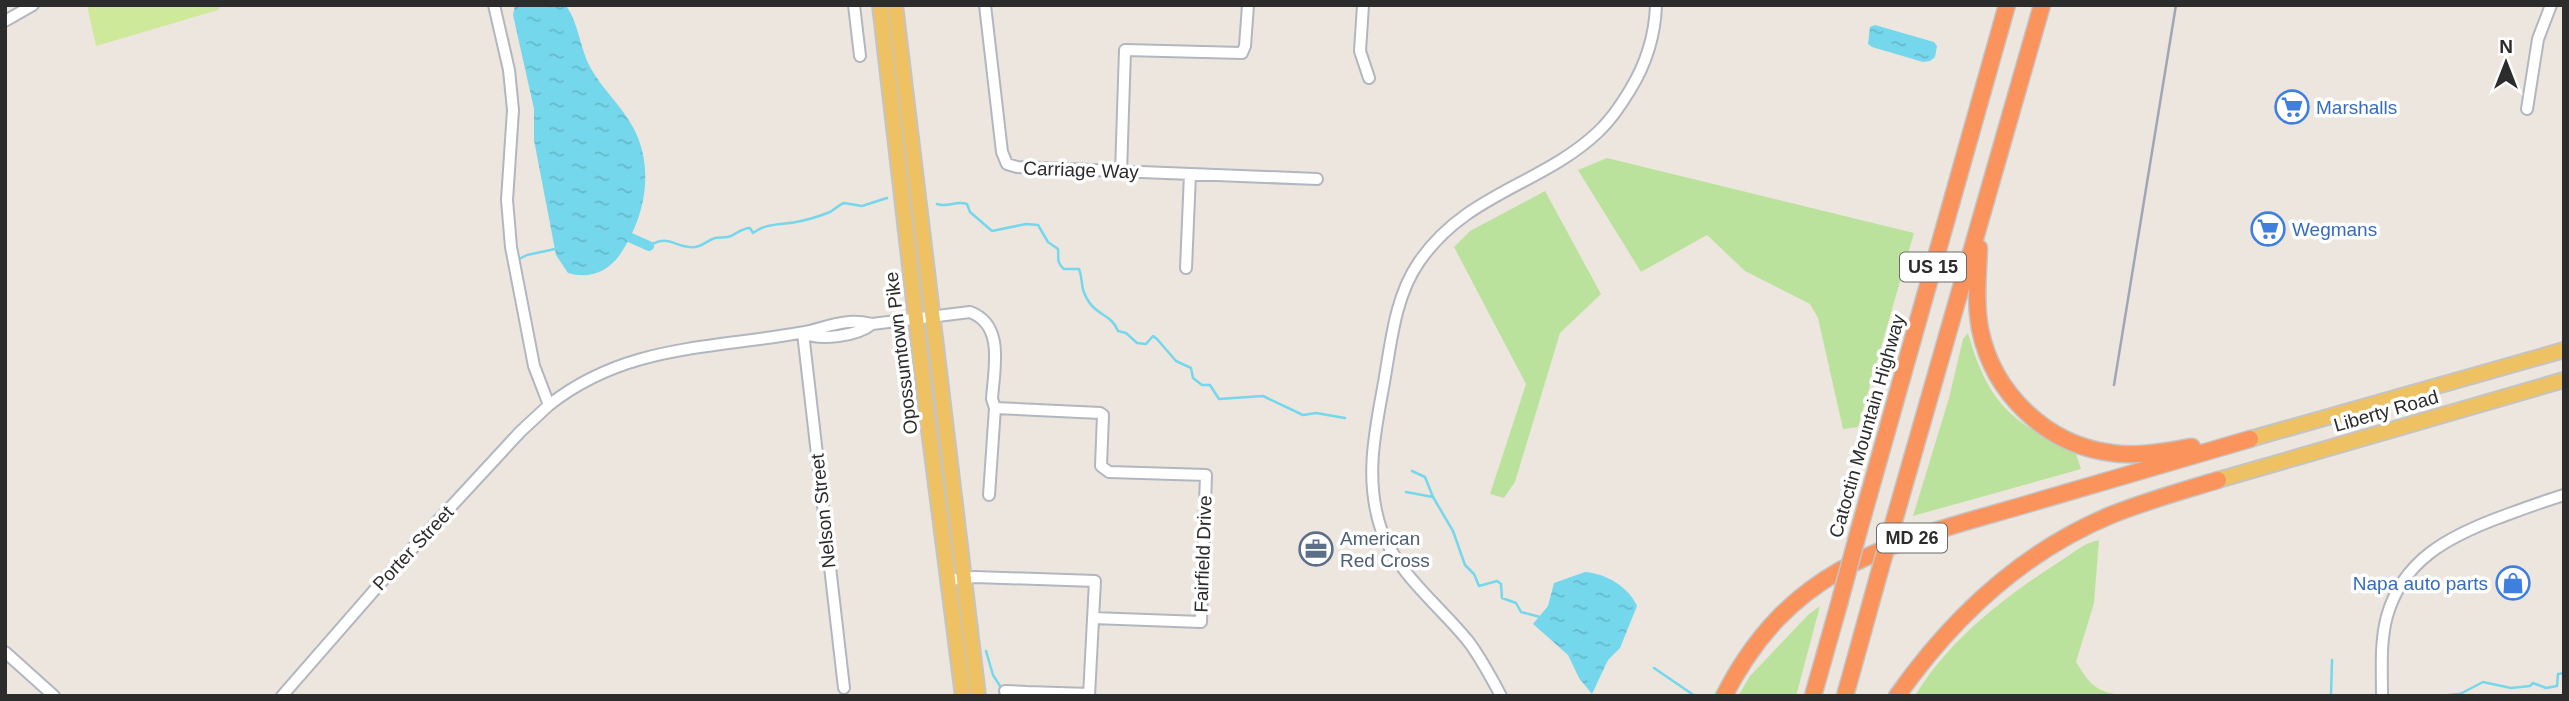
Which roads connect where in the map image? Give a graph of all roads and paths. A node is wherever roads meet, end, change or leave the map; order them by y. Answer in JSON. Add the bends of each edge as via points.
{"nodes":[{"id":1,"x":33,"y":5,"type":"edge"},
{"id":2,"x":494,"y":5,"type":"edge"},
{"id":3,"x":854,"y":5,"type":"edge"},
{"id":4,"x":880,"y":5,"type":"edge"},
{"id":5,"x":895,"y":5,"type":"edge"},
{"id":6,"x":985,"y":5,"type":"edge"},
{"id":7,"x":1248,"y":5,"type":"edge"},
{"id":8,"x":1363,"y":5,"type":"edge"},
{"id":9,"x":1656,"y":5,"type":"edge"},
{"id":10,"x":2007,"y":5,"type":"edge"},
{"id":11,"x":2042,"y":5,"type":"edge"},
{"id":12,"x":2551,"y":5,"type":"edge"},
{"id":13,"x":5,"y":21,"type":"edge"},
{"id":14,"x":860,"y":56,"type":"dead end"},
{"id":15,"x":1369,"y":78,"type":"dead end"},
{"id":16,"x":2526,"y":109,"type":"dead end"},
{"id":17,"x":1121,"y":172,"type":"junction"},
{"id":18,"x":1190,"y":174,"type":"junction"},
{"id":19,"x":1318,"y":178,"type":"dead end"},
{"id":20,"x":1981,"y":220,"type":"junction"},
{"id":21,"x":1186,"y":268,"type":"dead end"},
{"id":22,"x":931,"y":315,"type":"junction"},
{"id":23,"x":915,"y":317,"type":"junction"},
{"id":24,"x":803,"y":333,"type":"junction"},
{"id":25,"x":2564,"y":350,"type":"edge"},
{"id":26,"x":2564,"y":380,"type":"edge"},
{"id":27,"x":549,"y":405,"type":"junction"},
{"id":28,"x":995,"y":408,"type":"junction"},
{"id":29,"x":2250,"y":439,"type":"junction"},
{"id":30,"x":2218,"y":480,"type":"joint"},
{"id":31,"x":989,"y":495,"type":"dead end"},
{"id":32,"x":2564,"y":495,"type":"edge"},
{"id":33,"x":956,"y":579,"type":"junction"},
{"id":34,"x":1093,"y":618,"type":"junction"},
{"id":35,"x":5,"y":652,"type":"edge"},
{"id":36,"x":844,"y":688,"type":"dead end"},
{"id":37,"x":1005,"y":691,"type":"dead end"},
{"id":38,"x":1027,"y":694,"type":"edge"},
{"id":39,"x":1089,"y":695,"type":"edge"},
{"id":40,"x":54,"y":696,"type":"edge"},
{"id":41,"x":282,"y":696,"type":"edge"},
{"id":42,"x":963,"y":696,"type":"edge"},
{"id":43,"x":978,"y":696,"type":"edge"},
{"id":44,"x":1500,"y":696,"type":"edge"},
{"id":45,"x":1724,"y":696,"type":"edge"},
{"id":46,"x":1813,"y":696,"type":"edge"},
{"id":47,"x":1845,"y":696,"type":"edge"},
{"id":48,"x":1897,"y":696,"type":"edge"},
{"id":49,"x":2382,"y":696,"type":"edge"}],
"edges":[{"from":1,"to":13,"type":"street"},
{"from":2,"to":27,"type":"street","via":[[513,110],[507,200],[511,247],[534,366]]},
{"from":3,"to":14,"type":"street"},
{"from":4,"to":23,"type":"main road","name":"Opossumtown Pike"},
{"from":5,"to":22,"type":"main road","name":"Opossumtown Pike"},
{"from":6,"to":17,"type":"street","name":"Carriage Way","via":[[1004,160],[1017,167]]},
{"from":7,"to":17,"type":"street","via":[[1242,53],[1125,50]]},
{"from":8,"to":15,"type":"street","via":[[1360,51]]},
{"from":9,"to":44,"type":"street","via":[[1643,67],[1606,123],[1568,154],[1447,228],[1413,271],[1398,307],[1372,449],[1377,513],[1399,563],[1468,642]]},
{"from":10,"to":46,"type":"highway","name":"Catoctin Mountain Highway","number":"US 15","bridge":true},
{"from":11,"to":20,"type":"highway","number":"US 15"},
{"from":12,"to":16,"type":"street","via":[[2538,39]]},
{"from":17,"to":18,"type":"street","name":"Carriage Way"},
{"from":18,"to":19,"type":"street","name":"Carriage Way"},
{"from":18,"to":21,"type":"street"},
{"from":20,"to":29,"type":"highway","via":[[1977,288],[1982,337],[2001,381],[2036,421],[2065,440],[2114,454]]},
{"from":20,"to":47,"type":"highway","number":"US 15","bridge":true},
{"from":22,"to":23,"type":"street"},
{"from":22,"to":28,"type":"street","via":[[970,312],[989,325]]},
{"from":22,"to":33,"type":"main road","name":"Opossumtown Pike"},
{"from":23,"to":24,"type":"street","name":"Porter Street","via":[[837,335]]},
{"from":23,"to":33,"type":"main road","name":"Opossumtown Pike"},
{"from":24,"to":27,"type":"street","name":"Porter Street","via":[[648,355],[583,382]]},
{"from":24,"to":36,"type":"street","name":"Nelson Street"},
{"from":25,"to":29,"type":"main road","name":"Liberty Road","number":"MD 26"},
{"from":26,"to":30,"type":"main road","name":"Liberty Road"},
{"from":27,"to":41,"type":"street","name":"Porter Street","via":[[385,578]]},
{"from":28,"to":31,"type":"street"},
{"from":28,"to":34,"type":"street","name":"Fairfield Drive","via":[[1100,413],[1101,466],[1109,472],[1206,475],[1201,622]]},
{"from":29,"to":45,"type":"highway","number":"MD 26","via":[[1942,529],[1863,557],[1824,579],[1774,623]]},
{"from":30,"to":48,"type":"highway","via":[[2110,516],[2039,554],[1970,609],[1933,647]]},
{"from":32,"to":49,"type":"street","via":[[2450,538],[2416,563],[2387,616]]},
{"from":33,"to":34,"type":"street","via":[[1095,581]]},
{"from":33,"to":42,"type":"main road","name":"Opossumtown Pike"},
{"from":33,"to":43,"type":"main road","name":"Opossumtown Pike"},
{"from":34,"to":39,"type":"street"},
{"from":35,"to":40,"type":"street"},
{"from":37,"to":38,"type":"street"},
{"from":38,"to":39,"type":"street"}]}
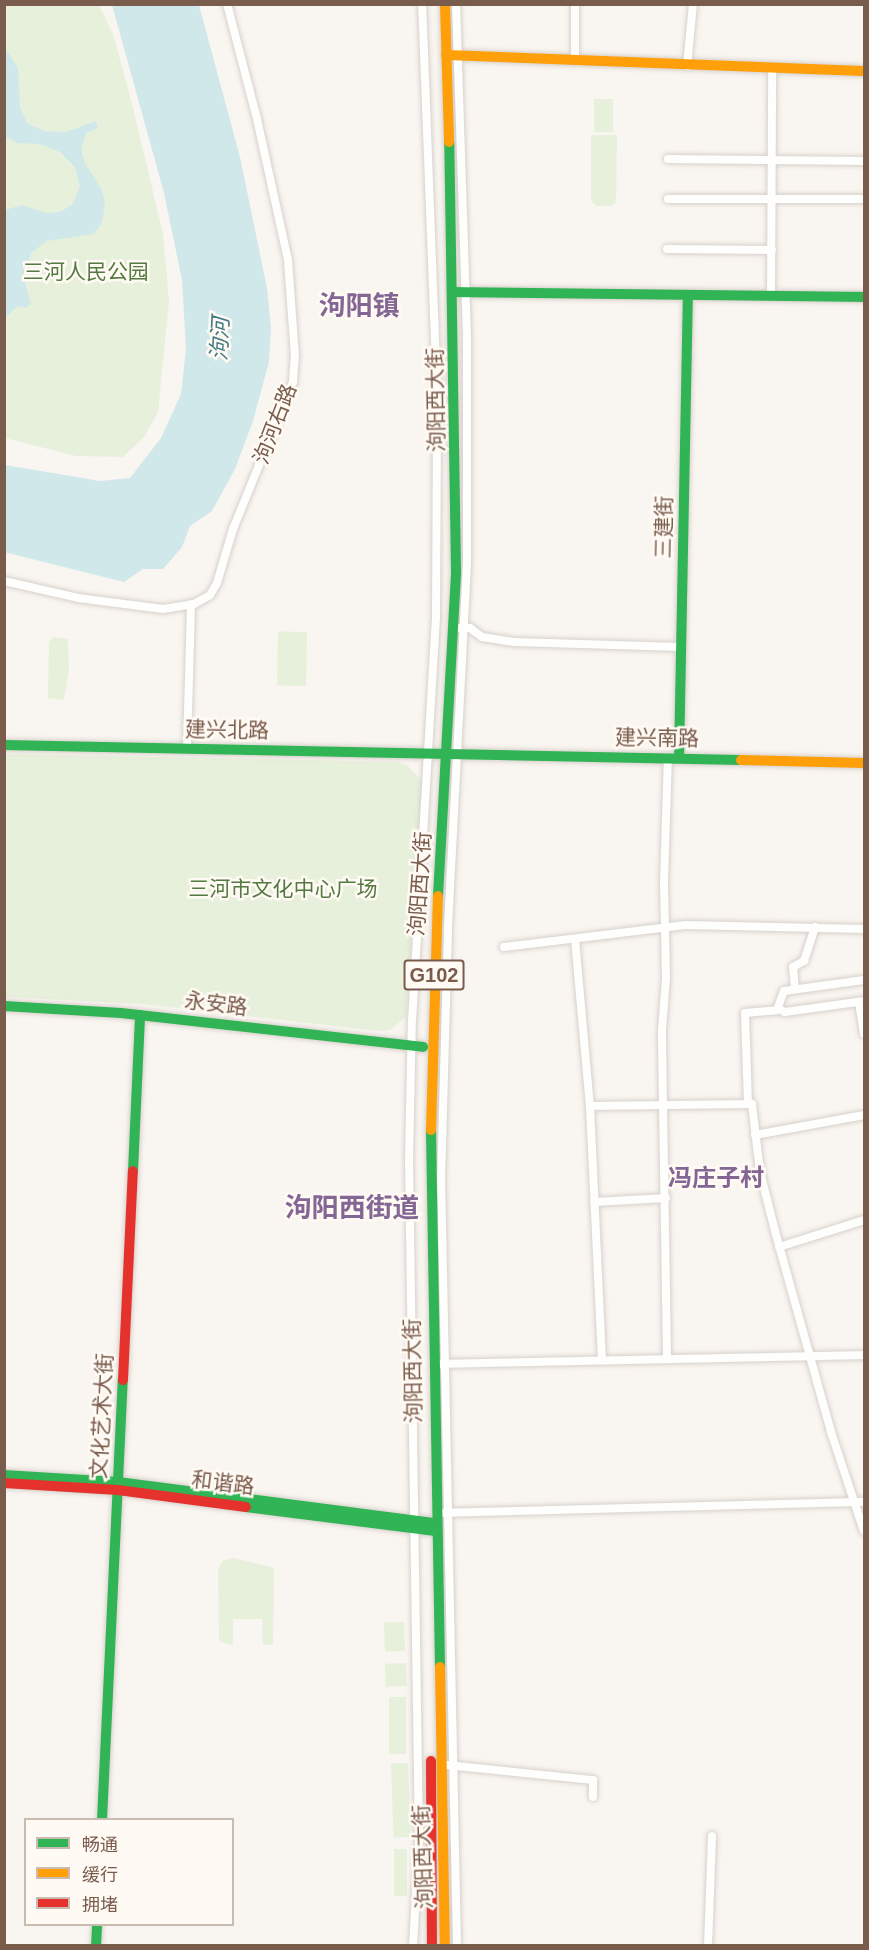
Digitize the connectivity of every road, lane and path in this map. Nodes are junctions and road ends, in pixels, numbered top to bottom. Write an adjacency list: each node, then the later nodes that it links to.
1 (226, 4): 26 (street, 泃河右路)
2 (422, 4): 31 (street)
3 (436, 4): 31 (main road, 泃阳西大街 / G102)
4 (445, 4): 8 (main road, 泃阳西大街 / G102)
5 (456, 4): 8 (street)
6 (575, 4): 9 (street)
7 (693, 4): 10 (street)
8 (452, 55): 9 (main road); 21 (main road, 泃阳西大街 / G102)
9 (574, 60): 10 (main road)
10 (687, 66): 11 (main road)
11 (772, 69): 12 (main road); 13 (street)
12 (864, 71)
13 (772, 158): 14 (street); 15 (street); 17 (street)
14 (668, 159)
15 (864, 161)
16 (668, 199): 17 (street)
17 (772, 199): 18 (street); 20 (street)
18 (864, 200)
19 (667, 249): 20 (street)
20 (772, 250): 23 (street)
21 (460, 292): 22 (main road); 27 (main road, 泃阳西大街 / G102)
22 (688, 296): 23 (main road); 28 (main road, 三建街)
23 (771, 296): 24 (main road)
24 (864, 297)
25 (4, 581): 26 (street, 泃河右路)
26 (191, 604): 30 (street)
27 (460, 628): 28 (street); 31 (main road, 泃阳西大街 / G102)
28 (681, 647): 32 (main road, 三建街)
29 (4, 745): 30 (main road, 建兴北路)
30 (187, 748): 31 (main road, 建兴北路)
31 (443, 754): 32 (main road, 建兴南路); 46 (main road, 泃阳西大街 / G102); 60 (main road, 泃阳西大街 / G102)
32 (674, 758): 33 (main road, 建兴南路); 34 (street)
33 (864, 763)
34 (665, 926): 35 (street); 37 (street); 49 (street)
35 (815, 927): 36 (street); 40 (street)
36 (864, 929)
37 (574, 939): 38 (street); 48 (street)
38 (504, 947)
39 (864, 981): 40 (street)
40 (795, 989): 43 (street)
41 (862, 1001): 43 (street); 45 (street)
42 (4, 1006): 44 (main road, 永安路)
43 (779, 1009): 47 (street)
44 (140, 1015): 46 (main road, 永安路); 63 (main road, 文化艺术大街)
45 (864, 1034)
46 (417, 1046): 65 (main road, 泃阳西大街 / G102)
47 (748, 1104): 49 (street); 51 (street)
48 (590, 1106): 49 (street); 53 (street)
49 (665, 1107): 52 (street)
50 (864, 1115): 51 (street)
51 (755, 1135): 55 (street)
52 (666, 1198): 53 (street); 58 (street)
53 (594, 1202): 59 (street)
54 (864, 1220): 55 (street)
55 (779, 1247): 57 (street)
56 (864, 1355): 57 (street)
57 (810, 1356): 58 (street); 64 (street)
58 (667, 1358): 59 (street)
59 (602, 1360): 60 (street)
60 (438, 1364): 65 (main road, 泃阳西大街 / G102)
61 (4, 1475): 63 (main road, 和谐路)
62 (4, 1483): 63 (main road, 和谐路)
63 (118, 1486): 65 (main road, 和谐路); 69 (main road, 文化艺术大街)
64 (860, 1503): 65 (street); 66 (street)
65 (429, 1523): 67 (main road, 泃阳西大街 / G102); 67 (street); 73 (street); 74 (main road, 泃阳西大街 / G102)
66 (864, 1531)
67 (446, 1765): 68 (street); 75 (main road, 泃阳西大街 / G102); 76 (street)
68 (593, 1797)
69 (102, 1818)
70 (712, 1836): 77 (street)
71 (97, 1926): 72 (main road)
72 (96, 1946)
73 (413, 1946)
74 (432, 1946)
75 (445, 1946)
76 (457, 1946)
77 (708, 1946)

+++++

Required action: Filter the entries above and return only the lines holding "Pike".

Solution to this exercise:
{"from":4,"to":23,"type":"main road","name":"Opossumtown Pike"},
{"from":5,"to":22,"type":"main road","name":"Opossumtown Pike"},
{"from":22,"to":33,"type":"main road","name":"Opossumtown Pike"},
{"from":23,"to":33,"type":"main road","name":"Opossumtown Pike"},
{"from":33,"to":42,"type":"main road","name":"Opossumtown Pike"},
{"from":33,"to":43,"type":"main road","name":"Opossumtown Pike"},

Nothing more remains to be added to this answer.